To some extent, these race and gender disparities emerge out of misconceptions about what economics is. In a panel hosted earlier this year by the American Economic Association titled “How Can Economics Solve its Race Problem?”, all panelists agreed that general misconceptions about economics discouraged minorities from studying it and that reforming Economics 101 classes in American universities could be a small but valuable part of the solution. University of California, Berkeley economist Edward Miguel noted that economics classes in the U.S. are often taught by professors with a “strong free-market ideology,” providing students with a less-than-complete view of the discipline and giving them the impression that economics serves solely as a tool to game the system rather than change the system.
By teaching free market principles as if they are immutable truths and not theories, some economics departments may unintentionally repel students who hold alternate views on how the modern economy does or should operate. This self-selecting bias, in turn, diminishes the diversity of ideas that are brought into the classroom. Without making economics more open to everyone, we’re missing out on a true marketplace of ideas. We need a diverse set of voices in order to ask a diverse set of questions and provide a diverse set of challenges to existing answers. Without that diversity, our current economic ideas are inevitably incomplete.
This lack of diversity has already raised problems for the discipline. Lacking a wide range of backgrounds and life experiences, people in the economics profession — and by extension, our economic institutions — are vulnerable to making decisions based on groupthink. In 2019, former chair of the Federal Reserve Janet Yellen said that it was this lack of diversity that led to a catastrophic case of groupthink during the 2008 financial crisis. In addition, economist William Spriggs points out that early signs of the crisis were already being observed in Black and brown communities before they were being observed in the larger national population, yet much of that research was left out of consideration.
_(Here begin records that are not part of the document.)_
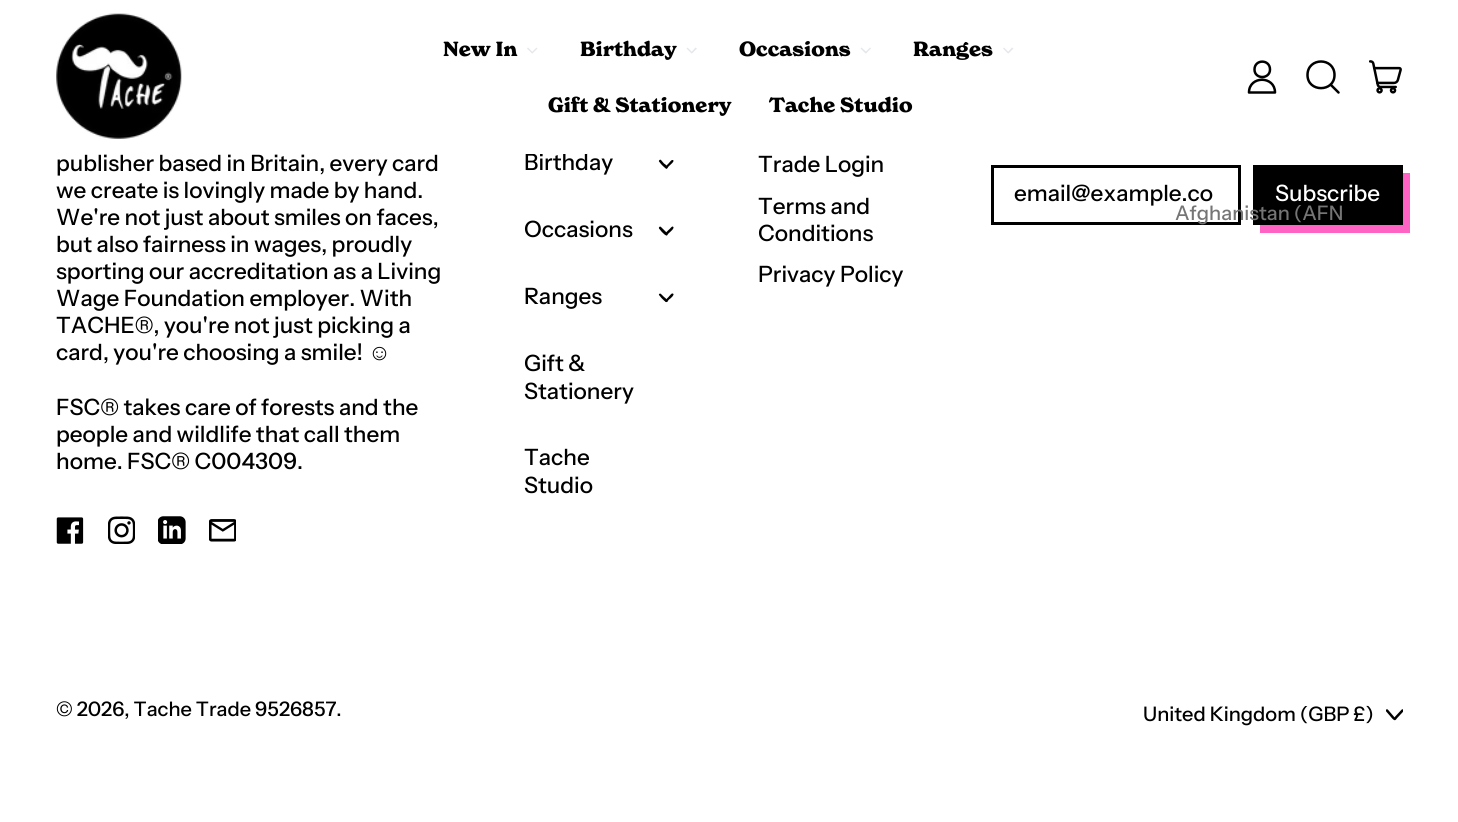 #include <cairo/cairo.h>
#include <math.h>
#include <stddef.h>


static void draw_image(cairo_t *cr, const char *path, double x, double y, double w, double h) {
  cairo_surface_t *image = cairo_image_surface_create_from_png(path);
  cairo_save(cr);
  cairo_set_source_surface(cr, image, x, y);
  cairo_rectangle(cr, x, y, w, h);
  cairo_fill(cr);
  cairo_restore(cr);
  cairo_surface_destroy(image);
}

static void draw(cairo_t *cr) {
  cairo_set_source_rgb(cr, 1, 1, 1);
  cairo_paint(cr);
  draw_image(cr, "images/1.png", 56, 13, 126, 126);
  cairo_set_source_rgb(cr, 229 / 255.0, 231 / 255.0, 235 / 255.0);
  cairo_new_path(cr);
  cairo_move_to(cr, 536.5, 47.5);
  cairo_line_to(cr, 537.5, 48.5);
  cairo_line_to(cr, 532.5, 53.5);
  cairo_line_to(cr, 531.5, 52.5);
  cairo_close_path(cr);
  cairo_fill(cr);
  cairo_new_path(cr);
  cairo_move_to(cr, 528, 47.5);
  cairo_line_to(cr, 533, 52.5);
  cairo_line_to(cr, 532, 53.5);
  cairo_line_to(cr, 527, 48.5);
  cairo_close_path(cr);
  cairo_fill(cr);
  cairo_new_path(cr);
  cairo_move_to(cr, 695.5, 47.5);
  cairo_line_to(cr, 697, 48.5);
  cairo_line_to(cr, 692, 53.5);
  cairo_line_to(cr, 691, 52.5);
  cairo_close_path(cr);
  cairo_fill(cr);
  cairo_new_path(cr);
  cairo_move_to(cr, 687.5, 47.5);
  cairo_line_to(cr, 692.5, 52.5);
  cairo_line_to(cr, 691.5, 53.5);
  cairo_line_to(cr, 686.5, 48.5);
  cairo_close_path(cr);
  cairo_fill(cr);
  cairo_new_path(cr);
  cairo_move_to(cr, 870, 47.5);
  cairo_line_to(cr, 871, 48.5);
  cairo_line_to(cr, 866, 53.5);
  cairo_line_to(cr, 865, 52.5);
  cairo_close_path(cr);
  cairo_fill(cr);
  cairo_new_path(cr);
  cairo_move_to(cr, 861.5, 47.5);
  cairo_line_to(cr, 867, 52.5);
  cairo_line_to(cr, 865.5, 53.5);
  cairo_line_to(cr, 860.5, 48.5);
  cairo_close_path(cr);
  cairo_fill(cr);
  cairo_new_path(cr);
  cairo_move_to(cr, 1012, 47.5);
  cairo_line_to(cr, 1013.5, 48.5);
  cairo_line_to(cr, 1008.5, 53.5);
  cairo_line_to(cr, 1007.5, 52.5);
  cairo_close_path(cr);
  cairo_fill(cr);
  cairo_new_path(cr);
  cairo_move_to(cr, 1004, 47.5);
  cairo_line_to(cr, 1009, 52.5);
  cairo_line_to(cr, 1008, 53.5);
  cairo_line_to(cr, 1003, 48.5);
  cairo_close_path(cr);
  cairo_fill(cr);
  cairo_new_path(cr);
  cairo_move_to(cr, 1254.5, 69.5);
  cairo_curve_to(cr, 1254.5, 79.5, 1270, 79.5, 1270, 69.5);
  cairo_curve_to(cr, 1270, 59, 1254.5, 59, 1254.5, 69.5);
  cairo_close_path(cr);
  cairo_move_to(cr, 1249, 92.5);
  cairo_curve_to(cr, 1249, 75.5, 1275, 75.5, 1275, 92.5);
  cairo_close_path(cr);
  cairo_set_source_rgb(cr, 0, 0, 0);
  cairo_set_line_width(cr, 2.5);
  cairo_set_line_cap(cr, CAIRO_LINE_CAP_ROUND);
  cairo_set_line_join(cr, CAIRO_LINE_JOIN_ROUND);
  cairo_stroke(cr);
  cairo_new_path(cr);
  cairo_move_to(cr, 1307.5, 75);
  cairo_curve_to(cr, 1307.5, 92.5, 1334.5, 92.5, 1334.5, 75);
  cairo_curve_to(cr, 1334.5, 57, 1307.5, 57, 1307.5, 75);
  cairo_close_path(cr);
  cairo_move_to(cr, 1338.5, 92.5);
  cairo_line_to(cr, 1330.5, 84.5);
  cairo_stroke(cr);
  draw_image(cr, "images/2.png", 1369, 60, 33, 34);
  draw_image(cr, "images/3.png", 56, 517, 28, 27);
  draw_image(cr, "images/4.png", 108, 516, 27, 28);
  draw_image(cr, "images/5.png", 158, 516, 28, 28);
  draw_image(cr, "images/6.png", 209, 519, 27, 23);
  cairo_new_path(cr);
  cairo_move_to(cr, 661, 160);
  cairo_line_to(cr, 664, 163.5);
  cairo_curve_to(cr, 665, 164, 667.5, 166, 667.5, 167.5);
  cairo_curve_to(cr, 667, 171, 661.5, 164.5, 661, 164);
  cairo_line_to(cr, 659, 161.5);
  cairo_curve_to(cr, 658.5, 160.5, 660, 159, 661, 160);
  cairo_close_path(cr);
  cairo_fill(cr);
  cairo_new_path(cr);
  cairo_move_to(cr, 665.5, 166.5);
  cairo_line_to(cr, 668.5, 163.5);
  cairo_curve_to(cr, 669.5, 162.5, 671.5, 159.5, 672.5, 160);
  cairo_curve_to(cr, 676, 160.5, 669.5, 165.5, 669, 166);
  cairo_line_to(cr, 667, 168.5);
  cairo_curve_to(cr, 665.5, 169, 664.5, 167.5, 665.5, 166.5);
  cairo_close_path(cr);
  cairo_fill(cr);
  cairo_new_path(cr);
  cairo_move_to(cr, 661, 227);
  cairo_line_to(cr, 664, 230);
  cairo_curve_to(cr, 665, 231, 667.5, 233, 667.5, 234.5);
  cairo_curve_to(cr, 667, 238, 661.5, 231.5, 661, 231);
  cairo_line_to(cr, 659, 228.5);
  cairo_curve_to(cr, 658.5, 227, 660, 226, 661, 227);
  cairo_close_path(cr);
  cairo_fill(cr);
  cairo_new_path(cr);
  cairo_move_to(cr, 665.5, 233);
  cairo_line_to(cr, 668.5, 230);
  cairo_curve_to(cr, 669.5, 229.5, 671.5, 226.5, 672.5, 226.5);
  cairo_curve_to(cr, 676, 227.5, 669.5, 232.5, 669, 233);
  cairo_line_to(cr, 667, 235);
  cairo_curve_to(cr, 665.5, 235.5, 664.5, 234, 665.5, 233);
  cairo_close_path(cr);
  cairo_fill(cr);
  cairo_new_path(cr);
  cairo_move_to(cr, 661, 294);
  cairo_line_to(cr, 664, 297);
  cairo_curve_to(cr, 665, 297.5, 667.5, 300, 667.5, 301);
  cairo_curve_to(cr, 667, 304.5, 661.5, 298, 661, 297.5);
  cairo_line_to(cr, 659, 295);
  cairo_curve_to(cr, 658.5, 294, 660, 293, 661, 294);
  cairo_close_path(cr);
  cairo_fill(cr);
  cairo_new_path(cr);
  cairo_move_to(cr, 665.5, 300);
  cairo_line_to(cr, 668.5, 297);
  cairo_curve_to(cr, 669.5, 296, 671.5, 293, 672.5, 293.5);
  cairo_curve_to(cr, 676, 294, 669.5, 299.5, 669, 299.5);
  cairo_line_to(cr, 667, 302);
  cairo_curve_to(cr, 665.5, 302.5, 664.5, 301, 665.5, 300);
  cairo_close_path(cr);
  cairo_fill(cr);
  cairo_rectangle(cr, 992.5, 166.5, 247, 57);
  cairo_set_line_width(cr, 3);
  cairo_set_line_cap(cr, CAIRO_LINE_CAP_BUTT);
  cairo_set_line_join(cr, CAIRO_LINE_JOIN_MITER);
  cairo_stroke(cr);
  cairo_set_source_rgb(cr, 1, 99 / 255.0, 196 / 255.0);
  cairo_rectangle(cr, 1260, 173, 150, 60);
  cairo_fill(cr);
  cairo_set_source_rgb(cr, 0, 0, 0);
  cairo_rectangle(cr, 1253, 165, 150, 60);
  cairo_fill(cr);
  cairo_save(cr);
  cairo_rectangle(cr, 1386, 706, 17, 18);
  cairo_clip(cr);
  cairo_new_path(cr);
  cairo_move_to(cr, 1387, 710.5);
  cairo_line_to(cr, 1393, 717.5);
  cairo_curve_to(cr, 1395, 719.5, 1394.5, 719.5, 1396, 717.5);
  cairo_line_to(cr, 1402.5, 710.5);
  cairo_set_line_width(cr, 2.5);
  cairo_set_line_cap(cr, CAIRO_LINE_CAP_ROUND);
  cairo_set_line_join(cr, CAIRO_LINE_JOIN_ROUND);
  cairo_stroke(cr);
  cairo_restore(cr);
  cairo_select_font_face(cr, "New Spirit", CAIRO_FONT_SLANT_NORMAL, CAIRO_FONT_WEIGHT_BOLD);
  cairo_set_font_size(cr, 20);
  cairo_move_to(cr, 443, 56);
  cairo_show_text(cr, "New In");
  cairo_move_to(cr, 580, 56);
  cairo_show_text(cr, "Birthday");
  cairo_move_to(cr, 739, 56);
  cairo_show_text(cr, "Occasions");
  cairo_move_to(cr, 913, 56);
  cairo_show_text(cr, "Ranges");
  cairo_move_to(cr, 548, 112);
  cairo_show_text(cr, "Gift & Stationery");
  cairo_move_to(cr, 769, 112);
  cairo_show_text(cr, "Tache Studio");
  cairo_select_font_face(cr, "Instrument Sans Medium", CAIRO_FONT_SLANT_NORMAL, CAIRO_FONT_WEIGHT_NORMAL);
  cairo_set_font_size(cr, 22.5);
  cairo_move_to(cr, 56, 171);
  cairo_show_text(cr, "publisher based in Britain, every card");
  cairo_move_to(cr, 56, 198);
  cairo_show_text(cr, "we create is lovingly made by hand.");
  cairo_move_to(cr, 56, 225);
  cairo_show_text(cr, "We're not just about smiles on faces,");
  cairo_move_to(cr, 56, 252);
  cairo_show_text(cr, "but also fairness in wages, proudly");
  cairo_move_to(cr, 56, 279);
  cairo_show_text(cr, "sporting our accreditation as a Living");
  cairo_move_to(cr, 56, 306);
  cairo_show_text(cr, "Wage Foundation employer. With");
  cairo_move_to(cr, 56, 333);
  cairo_show_text(cr, "TACHE®, you're not just picking a");
  cairo_move_to(cr, 56, 360);
  cairo_show_text(cr, "card, you're choosing a smile!");
  cairo_select_font_face(cr, "Liberation Sans", CAIRO_FONT_SLANT_NORMAL, CAIRO_FONT_WEIGHT_NORMAL);
  cairo_move_to(cr, 368, 360);
  cairo_show_text(cr, "☺");
  cairo_select_font_face(cr, "Instrument Sans Medium", CAIRO_FONT_SLANT_NORMAL, CAIRO_FONT_WEIGHT_NORMAL);
  cairo_move_to(cr, 56, 415);
  cairo_show_text(cr, "FSC® takes care of forests and the");
  cairo_move_to(cr, 56, 442);
  cairo_show_text(cr, "people and wildlife that call them");
  cairo_move_to(cr, 56, 469);
  cairo_show_text(cr, "home. FSC® C004309.");
  cairo_move_to(cr, 524, 170);
  cairo_show_text(cr, "Birthday");
  cairo_set_source_rgb(cr, 1, 1, 1);
  cairo_rectangle(cr, 525, 153, 62, 1);
  cairo_fill(cr);
  cairo_set_source_rgb(cr, 0, 0, 0);
  cairo_move_to(cr, 524, 237);
  cairo_show_text(cr, "Occasions");
  cairo_move_to(cr, 524, 304);
  cairo_show_text(cr, "Ranges");
  cairo_move_to(cr, 524, 371);
  cairo_show_text(cr, "Gift &");
  cairo_move_to(cr, 524, 399);
  cairo_show_text(cr, "Stationery");
  cairo_move_to(cr, 524, 465);
  cairo_show_text(cr, "Tache");
  cairo_move_to(cr, 524, 493);
  cairo_show_text(cr, "Studio");
  cairo_move_to(cr, 758, 172);
  cairo_show_text(cr, "Trade Login");
  cairo_move_to(cr, 758, 214);
  cairo_show_text(cr, "Terms and");
  cairo_move_to(cr, 758, 241);
  cairo_show_text(cr, "Conditions");
  cairo_move_to(cr, 758, 282);
  cairo_show_text(cr, "Privacy Policy");
  cairo_move_to(cr, 1014, 201);
  cairo_show_text(cr, "email@example.co");
  cairo_set_source_rgb(cr, 1, 1, 1);
  cairo_move_to(cr, 1275, 201);
  cairo_show_text(cr, "Subscribe");
  cairo_set_font_size(cr, 20);
  cairo_set_source_rgb(cr, 0, 0, 0);
  cairo_move_to(cr, 56, 716);
  cairo_show_text(cr, "© 2026, Tache Trade 9526857.");
  cairo_set_source_rgb(cr, 117 / 255.0, 117 / 255.0, 117 / 255.0);
  cairo_move_to(cr, 1175, 220);
  cairo_show_text(cr, "Afghanistan (AFN");
  cairo_set_source_rgb(cr, 0, 0, 0);
  cairo_move_to(cr, 1143, 721);
  cairo_show_text(cr, "United Kingdom (GBP £)");
}

int main(void) {
  cairo_surface_t *surface = cairo_image_surface_create(CAIRO_FORMAT_RGB24, 1458, 822);
  cairo_t *cr = cairo_create(surface);
  cairo_font_options_t *options = cairo_font_options_create();
  cairo_font_options_set_hint_metrics(options, CAIRO_HINT_METRICS_OFF);
  cairo_font_options_set_hint_style(options, CAIRO_HINT_STYLE_NONE);
  cairo_set_font_options(cr, options);
  cairo_set_miter_limit(cr, 4);
  draw(cr);
  cairo_surface_write_to_png(surface, "out.png");
  cairo_font_options_destroy(options);
  cairo_destroy(cr);
  cairo_surface_destroy(surface);
  return 0;
}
In large part, the stability of our entire economy depends on diversity and ensuring that our policies reflect an economy that accounts for everyone.
Fortunately, the issue isn’t unsolvable; there are concrete ways for us to improve diversity within the field of economics. For one, messaging matters. In 2019, economist Amanda Bayer conducted a study of 2,710 students across nine colleges to see what happens when an economics department’s welcome message includes information “showcasing the diversity of research and researchers within economics.” She found that female and minority students who received the email emphasizing economics’ research diversity saw a 20% increase in their course completion rate compared to the baseline completion rate from students who did not receive the same message.
It also matters to emphasize economics’ potential to create social change. At Stanford University in 2018, professor Raj Chetty’s class on “Using Big Data to Solve Economic and Social Problems” drew more women and students of color than the total number of students registered for Stanford’s introductory economics class. At the graduate level, university departments can implement better mechanisms for making complaints against senior staff, recognizing the demands of more than 400 graduate students who published an open letter in 2018 calling for universities to address the lack of harassment and discrimination protections in the economics profession.
Despite the obstacles that come with studying economics as someone with a marginalized background, it’s critical for us to try. We use economic tools and principles to solve the world’s toughest problems. Within a field that currently lacks diverse backgrounds and priorities, some of those tough problems are bound to be left unaddressed. People who understand how the economy works never fail to use that knowledge to defend their own interests. It’s about time that a more diverse set of students does the same.